[[ Provided records open ]]

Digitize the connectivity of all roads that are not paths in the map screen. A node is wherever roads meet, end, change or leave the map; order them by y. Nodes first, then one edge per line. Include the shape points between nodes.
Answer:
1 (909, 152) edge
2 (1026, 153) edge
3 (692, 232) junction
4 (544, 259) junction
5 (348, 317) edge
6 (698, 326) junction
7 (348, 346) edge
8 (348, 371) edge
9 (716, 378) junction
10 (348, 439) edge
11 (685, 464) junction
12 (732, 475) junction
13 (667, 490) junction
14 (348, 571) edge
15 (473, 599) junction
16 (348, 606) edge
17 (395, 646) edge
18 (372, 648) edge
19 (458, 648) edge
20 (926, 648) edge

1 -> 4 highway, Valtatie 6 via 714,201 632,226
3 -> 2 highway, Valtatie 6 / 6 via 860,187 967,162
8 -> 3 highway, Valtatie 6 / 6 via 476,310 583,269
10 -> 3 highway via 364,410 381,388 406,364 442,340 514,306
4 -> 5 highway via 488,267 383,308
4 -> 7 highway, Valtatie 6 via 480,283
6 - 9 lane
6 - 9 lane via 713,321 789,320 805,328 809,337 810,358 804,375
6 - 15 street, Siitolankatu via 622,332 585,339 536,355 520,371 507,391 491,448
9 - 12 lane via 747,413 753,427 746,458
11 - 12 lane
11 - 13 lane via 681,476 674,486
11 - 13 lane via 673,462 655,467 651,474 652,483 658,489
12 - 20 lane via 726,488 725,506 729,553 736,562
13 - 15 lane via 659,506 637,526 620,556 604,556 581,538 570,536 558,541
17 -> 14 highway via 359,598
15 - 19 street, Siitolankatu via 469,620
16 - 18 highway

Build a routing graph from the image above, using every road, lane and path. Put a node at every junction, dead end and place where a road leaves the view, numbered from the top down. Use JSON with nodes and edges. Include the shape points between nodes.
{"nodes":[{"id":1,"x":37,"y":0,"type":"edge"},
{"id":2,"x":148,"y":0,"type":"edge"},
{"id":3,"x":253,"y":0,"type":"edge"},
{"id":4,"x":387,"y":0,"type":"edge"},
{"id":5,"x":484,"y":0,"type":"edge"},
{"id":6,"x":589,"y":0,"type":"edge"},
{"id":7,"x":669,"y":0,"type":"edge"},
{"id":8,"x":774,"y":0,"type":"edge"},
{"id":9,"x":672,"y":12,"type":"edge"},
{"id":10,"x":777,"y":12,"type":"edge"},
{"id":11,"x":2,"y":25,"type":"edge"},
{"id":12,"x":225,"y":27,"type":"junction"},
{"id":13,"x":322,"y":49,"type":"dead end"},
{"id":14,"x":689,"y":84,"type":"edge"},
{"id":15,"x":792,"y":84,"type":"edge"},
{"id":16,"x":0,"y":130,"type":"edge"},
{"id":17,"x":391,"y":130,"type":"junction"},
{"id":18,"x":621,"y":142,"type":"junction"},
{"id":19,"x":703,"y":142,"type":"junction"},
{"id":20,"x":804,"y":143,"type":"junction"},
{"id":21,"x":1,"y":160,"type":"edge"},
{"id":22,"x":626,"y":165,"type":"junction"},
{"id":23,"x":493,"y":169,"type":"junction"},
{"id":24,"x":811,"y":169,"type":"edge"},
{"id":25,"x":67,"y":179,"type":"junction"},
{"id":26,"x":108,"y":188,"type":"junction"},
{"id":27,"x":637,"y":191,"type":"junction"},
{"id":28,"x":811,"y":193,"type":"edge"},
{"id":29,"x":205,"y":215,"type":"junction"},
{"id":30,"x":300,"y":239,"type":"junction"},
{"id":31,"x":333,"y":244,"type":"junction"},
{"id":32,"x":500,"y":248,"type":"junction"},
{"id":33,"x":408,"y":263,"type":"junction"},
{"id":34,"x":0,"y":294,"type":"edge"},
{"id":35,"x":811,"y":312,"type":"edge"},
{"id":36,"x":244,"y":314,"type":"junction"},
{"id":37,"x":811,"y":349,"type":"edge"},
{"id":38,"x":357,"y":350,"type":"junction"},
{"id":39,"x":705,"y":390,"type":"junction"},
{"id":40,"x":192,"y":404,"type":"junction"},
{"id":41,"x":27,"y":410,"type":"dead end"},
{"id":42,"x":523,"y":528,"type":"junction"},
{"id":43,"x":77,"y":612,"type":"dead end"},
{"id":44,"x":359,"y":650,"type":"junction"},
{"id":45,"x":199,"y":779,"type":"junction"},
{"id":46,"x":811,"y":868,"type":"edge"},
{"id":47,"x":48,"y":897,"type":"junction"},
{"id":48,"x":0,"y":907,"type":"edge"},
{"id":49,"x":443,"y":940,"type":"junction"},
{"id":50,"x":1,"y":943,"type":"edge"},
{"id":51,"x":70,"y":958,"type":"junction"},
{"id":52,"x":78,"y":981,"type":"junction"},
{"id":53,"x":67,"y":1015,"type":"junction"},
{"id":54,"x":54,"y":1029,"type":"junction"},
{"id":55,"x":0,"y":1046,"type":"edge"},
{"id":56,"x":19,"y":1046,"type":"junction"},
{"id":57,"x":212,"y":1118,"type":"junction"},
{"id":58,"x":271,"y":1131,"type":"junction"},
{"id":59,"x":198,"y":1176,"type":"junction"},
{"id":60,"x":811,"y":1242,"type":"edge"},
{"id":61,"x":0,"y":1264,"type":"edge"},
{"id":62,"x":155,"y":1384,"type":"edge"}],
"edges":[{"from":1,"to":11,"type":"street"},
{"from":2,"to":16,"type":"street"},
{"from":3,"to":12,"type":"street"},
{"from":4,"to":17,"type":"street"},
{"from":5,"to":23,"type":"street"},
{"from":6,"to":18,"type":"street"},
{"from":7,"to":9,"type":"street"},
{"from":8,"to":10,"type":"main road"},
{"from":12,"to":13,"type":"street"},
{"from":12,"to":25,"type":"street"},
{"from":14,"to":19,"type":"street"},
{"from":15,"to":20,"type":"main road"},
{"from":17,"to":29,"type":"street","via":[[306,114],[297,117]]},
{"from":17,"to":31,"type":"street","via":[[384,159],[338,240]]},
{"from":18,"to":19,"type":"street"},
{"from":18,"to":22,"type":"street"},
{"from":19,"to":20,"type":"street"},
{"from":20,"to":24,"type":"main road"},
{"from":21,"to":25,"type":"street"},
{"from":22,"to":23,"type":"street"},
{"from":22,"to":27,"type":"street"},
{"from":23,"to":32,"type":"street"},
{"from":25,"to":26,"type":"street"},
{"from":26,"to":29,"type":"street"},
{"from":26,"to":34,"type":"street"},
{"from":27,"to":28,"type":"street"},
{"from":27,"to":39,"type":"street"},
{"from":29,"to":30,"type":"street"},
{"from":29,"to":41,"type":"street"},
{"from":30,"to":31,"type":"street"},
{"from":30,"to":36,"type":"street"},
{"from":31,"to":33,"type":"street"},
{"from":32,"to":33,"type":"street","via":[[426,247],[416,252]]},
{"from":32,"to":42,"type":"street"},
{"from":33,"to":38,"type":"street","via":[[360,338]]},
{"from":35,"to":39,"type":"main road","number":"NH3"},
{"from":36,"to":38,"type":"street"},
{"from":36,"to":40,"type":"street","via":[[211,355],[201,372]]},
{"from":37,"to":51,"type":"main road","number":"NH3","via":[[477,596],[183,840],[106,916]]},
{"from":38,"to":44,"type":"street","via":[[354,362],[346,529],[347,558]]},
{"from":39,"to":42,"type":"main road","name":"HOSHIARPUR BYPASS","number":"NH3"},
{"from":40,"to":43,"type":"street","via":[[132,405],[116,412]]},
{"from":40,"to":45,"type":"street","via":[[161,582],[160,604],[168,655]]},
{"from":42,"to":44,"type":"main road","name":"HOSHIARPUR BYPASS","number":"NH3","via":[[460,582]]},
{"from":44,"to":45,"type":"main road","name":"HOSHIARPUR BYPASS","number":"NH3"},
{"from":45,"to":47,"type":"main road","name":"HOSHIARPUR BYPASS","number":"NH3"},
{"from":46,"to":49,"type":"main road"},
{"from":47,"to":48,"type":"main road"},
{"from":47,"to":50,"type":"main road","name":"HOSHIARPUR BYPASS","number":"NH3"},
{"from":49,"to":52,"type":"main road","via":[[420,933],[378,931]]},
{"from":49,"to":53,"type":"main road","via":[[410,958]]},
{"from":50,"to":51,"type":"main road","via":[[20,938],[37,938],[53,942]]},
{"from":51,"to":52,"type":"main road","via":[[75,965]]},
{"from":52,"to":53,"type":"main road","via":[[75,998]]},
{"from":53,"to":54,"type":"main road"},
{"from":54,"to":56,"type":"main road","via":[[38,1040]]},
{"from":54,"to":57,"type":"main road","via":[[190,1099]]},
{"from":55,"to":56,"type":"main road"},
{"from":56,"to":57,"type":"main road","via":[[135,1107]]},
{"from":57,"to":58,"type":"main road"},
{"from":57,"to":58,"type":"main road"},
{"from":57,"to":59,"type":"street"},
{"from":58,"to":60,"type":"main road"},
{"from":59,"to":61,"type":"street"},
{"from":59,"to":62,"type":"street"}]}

[[ Provided records closed ]]
[[ Provided records open ]]

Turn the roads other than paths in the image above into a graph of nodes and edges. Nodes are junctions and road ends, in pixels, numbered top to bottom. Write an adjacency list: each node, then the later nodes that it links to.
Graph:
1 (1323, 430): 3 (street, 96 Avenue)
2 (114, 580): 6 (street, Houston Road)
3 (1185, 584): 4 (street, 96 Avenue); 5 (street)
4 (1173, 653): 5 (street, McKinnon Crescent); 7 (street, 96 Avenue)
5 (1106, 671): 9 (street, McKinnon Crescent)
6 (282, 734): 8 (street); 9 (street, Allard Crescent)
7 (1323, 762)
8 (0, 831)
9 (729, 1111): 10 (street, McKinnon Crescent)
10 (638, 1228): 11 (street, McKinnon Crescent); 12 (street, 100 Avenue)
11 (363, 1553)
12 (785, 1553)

[[ Provided records closed ]]

If the word "paths" appears in a line above, copy that line.

Digitize the connectivity of all roads that are not paths in the map screen. A node is wherever roads meet, end, change or leave the map; order them by y. Nodes first, then one edge per line. Include the shape points between nodes.
Turn the roads other than paths in the image above into a graph of nodes and edges. Nodes are junctions and road ends, in pixels, numbered top to bottom. Write an adjacency list: each node, then the later nodes that it links to.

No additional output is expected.